Visual loss secondary to the mechanical compression of the optic nerve by tumors, particularly by tuberculum sellae meningiomas, is well established in the literature [1–5], and it has been reported that vascular elements may play a significant role in the mechanism of compression [6–8]. Levatin  was a pioneer in 1961 when he described strangulation of the optic tract by the anterior cerebral artery in a patient harboring a suprasellar tumor. In 1989, Steno  reported compression of structures in the visual pathway by arteries of the circle of Willis within suprasellar tumors in 12 of 34 necropsies of extensive craniopharyngiomas and pituitary adenomas and in three of 109 patients operated on account of these tumors. In addition, there are several reports of compression of the optic nerve by an elongated vascular fusiform enlargement or dolichoectasia [9–12] or a nonaneurysmatic idiopathic artery compression [13, 14].
We found only one paper by Bejjani et al.  describing vascular compression of the optic nerve due to pressure exerted by a tuberculum sellae meningioma, with intraoperative illustration of the mechanism of ON strangulation.

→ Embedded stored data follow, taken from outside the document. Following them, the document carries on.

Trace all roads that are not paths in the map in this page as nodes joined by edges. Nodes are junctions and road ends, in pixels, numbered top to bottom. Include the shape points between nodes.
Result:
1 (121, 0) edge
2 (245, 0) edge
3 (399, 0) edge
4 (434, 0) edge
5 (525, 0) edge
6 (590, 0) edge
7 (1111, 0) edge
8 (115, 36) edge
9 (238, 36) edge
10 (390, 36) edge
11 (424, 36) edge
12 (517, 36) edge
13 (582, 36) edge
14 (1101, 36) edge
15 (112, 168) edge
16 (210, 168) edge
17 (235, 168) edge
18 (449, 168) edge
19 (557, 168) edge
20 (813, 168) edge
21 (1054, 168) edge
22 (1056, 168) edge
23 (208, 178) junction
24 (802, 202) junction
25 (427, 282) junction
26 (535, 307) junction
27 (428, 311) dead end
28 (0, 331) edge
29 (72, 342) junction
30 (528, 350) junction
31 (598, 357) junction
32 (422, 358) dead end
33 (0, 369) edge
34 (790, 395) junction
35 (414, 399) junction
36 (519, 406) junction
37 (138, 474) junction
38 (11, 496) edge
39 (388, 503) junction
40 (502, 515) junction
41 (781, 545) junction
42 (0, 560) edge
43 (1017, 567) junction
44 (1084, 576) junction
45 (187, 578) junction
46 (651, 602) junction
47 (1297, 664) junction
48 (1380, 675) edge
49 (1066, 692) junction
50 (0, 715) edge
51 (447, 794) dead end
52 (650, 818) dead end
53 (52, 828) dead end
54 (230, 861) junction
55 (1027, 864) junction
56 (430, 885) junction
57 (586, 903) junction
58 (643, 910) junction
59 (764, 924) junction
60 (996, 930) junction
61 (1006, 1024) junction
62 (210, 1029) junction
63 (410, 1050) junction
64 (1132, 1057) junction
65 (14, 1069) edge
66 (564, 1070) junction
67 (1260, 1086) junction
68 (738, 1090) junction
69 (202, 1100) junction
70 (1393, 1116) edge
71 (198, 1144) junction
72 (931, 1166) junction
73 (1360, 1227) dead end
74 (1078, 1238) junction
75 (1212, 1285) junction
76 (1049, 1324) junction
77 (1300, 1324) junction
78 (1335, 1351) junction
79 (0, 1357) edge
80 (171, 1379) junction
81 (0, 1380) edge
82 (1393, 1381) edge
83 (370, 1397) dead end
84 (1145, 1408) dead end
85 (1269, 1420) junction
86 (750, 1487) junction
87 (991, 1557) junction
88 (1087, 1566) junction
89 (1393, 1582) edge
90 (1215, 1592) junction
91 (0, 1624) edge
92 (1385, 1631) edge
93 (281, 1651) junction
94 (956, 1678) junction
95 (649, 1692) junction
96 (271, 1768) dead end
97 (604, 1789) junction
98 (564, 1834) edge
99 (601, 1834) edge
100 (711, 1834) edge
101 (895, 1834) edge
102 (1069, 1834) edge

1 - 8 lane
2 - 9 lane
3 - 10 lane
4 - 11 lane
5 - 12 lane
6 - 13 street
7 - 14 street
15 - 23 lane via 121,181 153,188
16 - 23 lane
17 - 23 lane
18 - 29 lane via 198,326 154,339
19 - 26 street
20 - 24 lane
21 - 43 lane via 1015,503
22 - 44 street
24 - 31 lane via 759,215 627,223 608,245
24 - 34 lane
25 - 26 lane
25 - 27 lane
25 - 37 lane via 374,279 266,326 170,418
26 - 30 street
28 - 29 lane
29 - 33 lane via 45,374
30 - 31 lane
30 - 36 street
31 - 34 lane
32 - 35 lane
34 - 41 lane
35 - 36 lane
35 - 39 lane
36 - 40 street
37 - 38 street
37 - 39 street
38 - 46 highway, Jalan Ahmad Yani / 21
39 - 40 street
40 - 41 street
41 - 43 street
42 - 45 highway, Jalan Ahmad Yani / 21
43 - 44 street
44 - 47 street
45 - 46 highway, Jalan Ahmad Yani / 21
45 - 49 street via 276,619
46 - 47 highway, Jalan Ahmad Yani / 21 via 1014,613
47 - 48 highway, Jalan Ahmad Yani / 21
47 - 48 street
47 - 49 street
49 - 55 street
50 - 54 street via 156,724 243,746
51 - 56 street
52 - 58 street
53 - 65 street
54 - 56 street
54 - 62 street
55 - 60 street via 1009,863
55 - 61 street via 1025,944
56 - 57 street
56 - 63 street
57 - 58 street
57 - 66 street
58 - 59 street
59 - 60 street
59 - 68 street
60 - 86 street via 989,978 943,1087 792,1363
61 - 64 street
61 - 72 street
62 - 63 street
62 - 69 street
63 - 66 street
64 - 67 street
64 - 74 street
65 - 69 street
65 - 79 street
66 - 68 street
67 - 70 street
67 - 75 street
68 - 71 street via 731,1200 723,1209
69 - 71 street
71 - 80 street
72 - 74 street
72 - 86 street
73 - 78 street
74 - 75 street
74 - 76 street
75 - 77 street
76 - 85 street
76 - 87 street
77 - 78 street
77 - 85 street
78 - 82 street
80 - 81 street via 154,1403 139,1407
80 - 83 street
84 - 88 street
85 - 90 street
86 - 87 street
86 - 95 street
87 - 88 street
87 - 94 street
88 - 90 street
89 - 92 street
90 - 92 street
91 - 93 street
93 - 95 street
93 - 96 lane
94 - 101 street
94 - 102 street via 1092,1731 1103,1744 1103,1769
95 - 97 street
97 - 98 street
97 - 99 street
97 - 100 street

Our illustration provides further documentation that this mechanism of strangulation exists and may play role in the pathogenesis of visual loss in patients with infrachiasmatic tumors.
In summary, optic nerve vascular strangulation should be considered when facing progressive and/or severe visual field deterioration patients with tumors proximal to the optic apparatus.
Conflict of Interests
The authors have no conflict of interests to declare.